***** INFORMATION PROVIDED
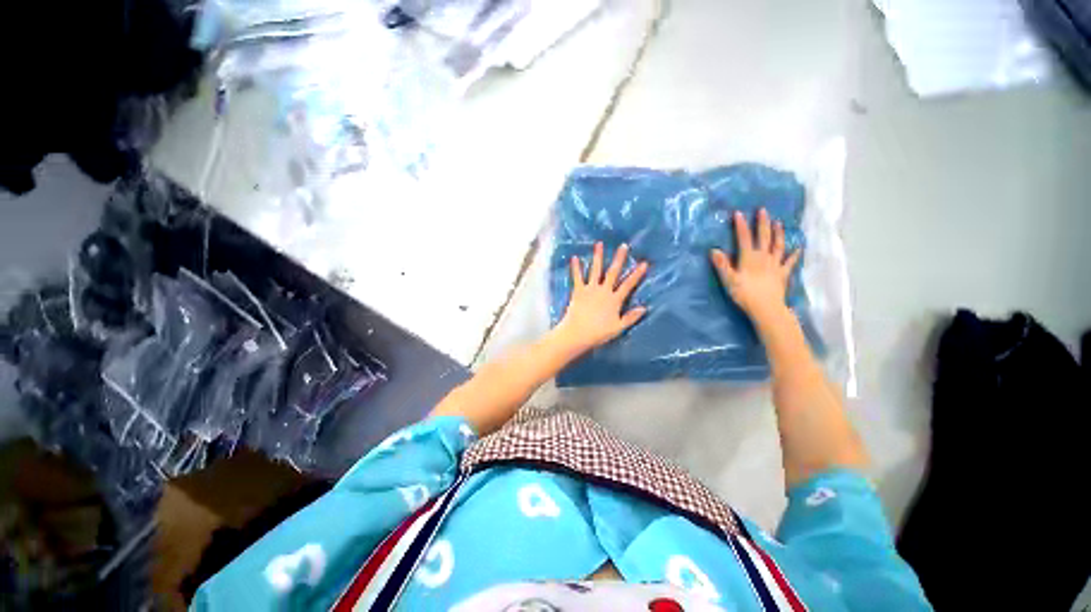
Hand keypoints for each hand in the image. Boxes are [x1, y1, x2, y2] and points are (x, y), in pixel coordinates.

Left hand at [556, 242, 647, 353]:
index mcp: (614, 300)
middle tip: (623, 246)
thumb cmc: (598, 332)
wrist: (577, 333)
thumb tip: (644, 308)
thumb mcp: (618, 327)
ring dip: (597, 256)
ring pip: (595, 270)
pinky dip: (575, 267)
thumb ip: (631, 317)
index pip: (628, 285)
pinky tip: (574, 257)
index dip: (637, 274)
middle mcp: (603, 291)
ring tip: (599, 243)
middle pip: (613, 272)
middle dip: (619, 258)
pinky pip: (577, 277)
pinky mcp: (578, 291)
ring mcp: (590, 289)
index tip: (644, 263)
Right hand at [710, 208, 800, 324]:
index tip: (738, 213)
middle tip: (763, 210)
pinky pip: (790, 262)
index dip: (740, 226)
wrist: (766, 308)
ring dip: (778, 233)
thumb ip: (722, 264)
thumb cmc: (744, 294)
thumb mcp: (728, 280)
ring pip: (778, 245)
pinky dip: (794, 254)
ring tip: (779, 222)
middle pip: (763, 237)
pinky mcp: (782, 274)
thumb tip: (713, 250)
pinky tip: (799, 248)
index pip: (743, 238)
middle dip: (762, 223)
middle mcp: (763, 257)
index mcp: (749, 258)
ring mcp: (775, 265)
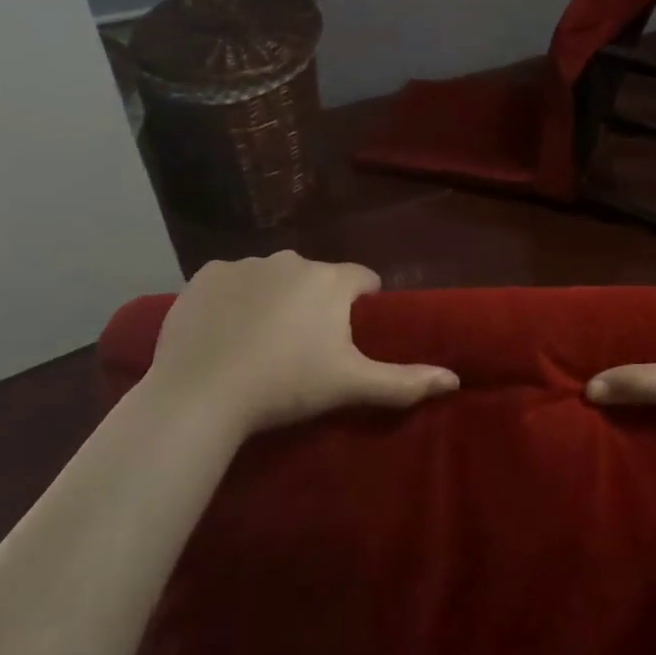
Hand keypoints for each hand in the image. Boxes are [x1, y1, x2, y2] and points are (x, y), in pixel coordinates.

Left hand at [139, 252, 456, 436]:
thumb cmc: (286, 387)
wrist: (201, 395)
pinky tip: (225, 332)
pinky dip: (234, 299)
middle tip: (302, 348)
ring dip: (275, 299)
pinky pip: (231, 281)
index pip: (363, 279)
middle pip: (316, 277)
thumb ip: (404, 381)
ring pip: (273, 276)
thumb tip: (454, 379)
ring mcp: (245, 263)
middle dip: (316, 303)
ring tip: (260, 343)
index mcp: (331, 279)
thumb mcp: (350, 386)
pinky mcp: (206, 275)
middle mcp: (292, 259)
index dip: (361, 305)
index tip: (346, 339)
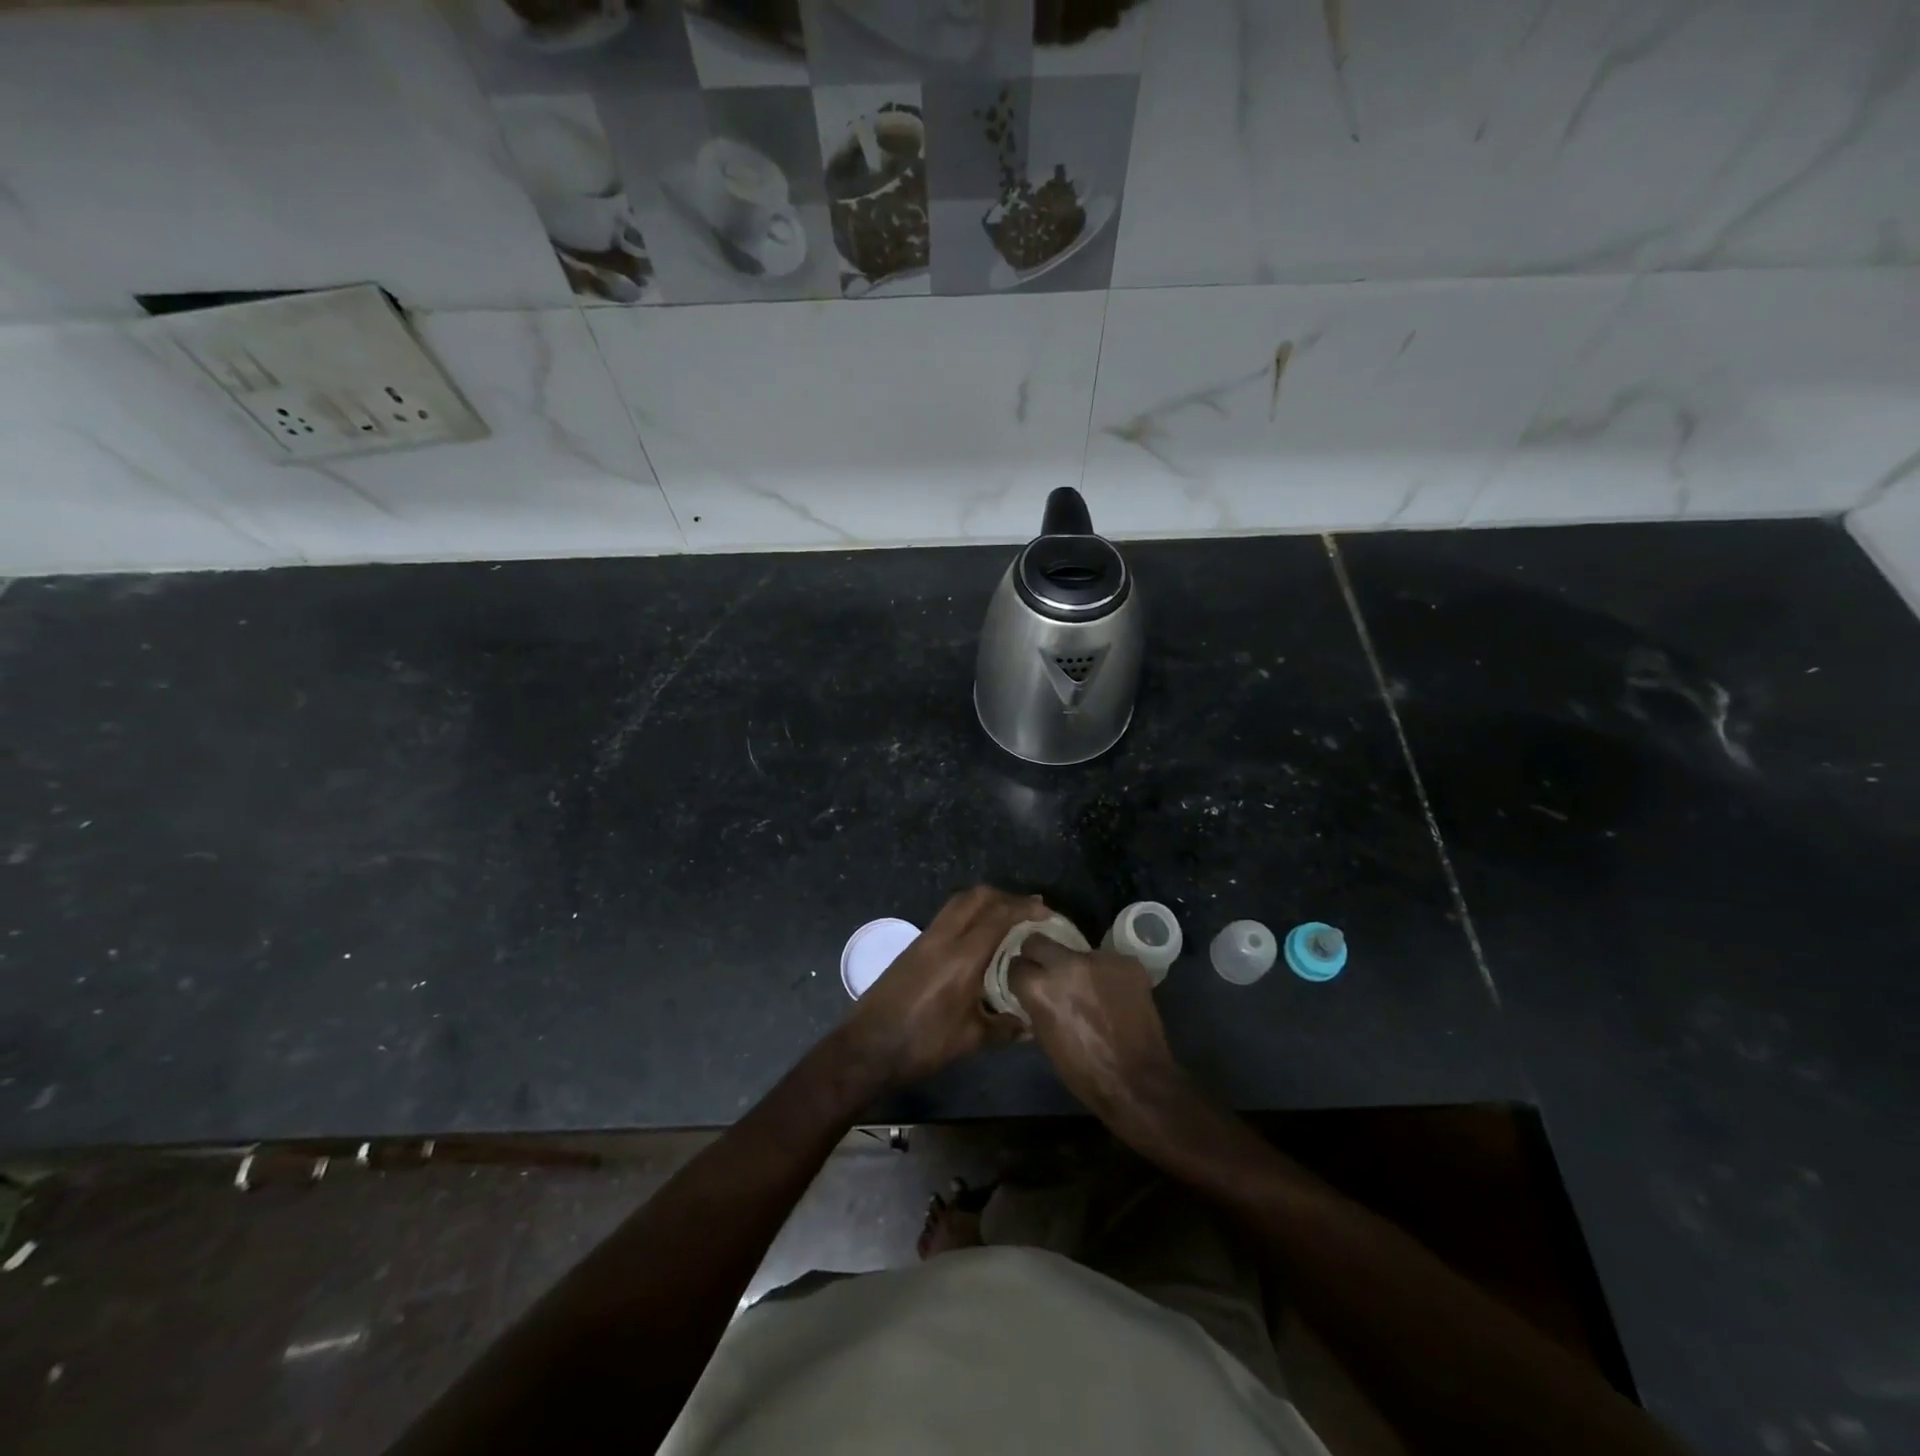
**********
▶ [WORK ITEM]:
Take the data above and set it down exactly, images excluded.

▶ [EXPECTED ANSWER]:
Hand keypoints for each hand in the image. Boxes are [x1, y1, x2, y2] and points are (x, y), in pixel coordinates.

Left hand at [556, 242, 647, 353]:
index mcp: (614, 300)
middle tip: (623, 246)
thumb cmc: (598, 332)
wrist: (577, 333)
thumb tip: (644, 308)
thumb mcp: (618, 327)
ring dip: (597, 256)
ring pip: (595, 270)
pinky dip: (575, 267)
thumb ip: (631, 317)
index pip: (628, 285)
pinky tip: (574, 257)
index dip: (637, 274)
middle mcp: (603, 291)
ring tip: (599, 243)
middle pip: (613, 272)
middle dip: (619, 258)
pinky pip: (577, 277)
pinky mcp: (578, 291)
ring mcp: (590, 289)
index tip: (644, 263)
Right hand at [710, 208, 800, 324]:
index tip: (738, 213)
middle tip: (763, 210)
pinky pip: (790, 262)
index dip: (740, 226)
wrist: (766, 308)
ring dip: (778, 233)
thumb ip: (722, 264)
thumb cmc: (744, 294)
thumb mcp: (728, 280)
ring pip: (778, 245)
pinky dip: (794, 254)
ring tip: (779, 222)
middle pip: (763, 237)
pinky mcp: (782, 274)
thumb tip: (713, 250)
pinky tip: (799, 248)
index pip: (743, 238)
middle dip: (762, 223)
middle mcp: (763, 257)
index mcp: (749, 258)
ring mcp: (775, 265)
Hand keypoints for each hand in the image. Boxes are [x1, y1, x2, y2] and points are (x, y), in pixel coordinates.

Left hand at [139, 252, 456, 436]:
thumb cmc: (286, 387)
wrist: (201, 395)
pinky tip: (225, 332)
pinky dip: (234, 299)
middle tip: (302, 348)
ring dip: (275, 299)
pinky pip: (231, 281)
index pip: (363, 279)
middle pip: (316, 277)
thumb ip: (404, 381)
ring pip: (273, 276)
thumb tip: (454, 379)
ring mcp: (245, 263)
middle dip: (316, 303)
ring tip: (260, 343)
index mcp: (331, 279)
thumb mcp: (350, 386)
pinky mcp: (206, 275)
middle mcp: (292, 259)
index dip: (361, 305)
index tip: (346, 339)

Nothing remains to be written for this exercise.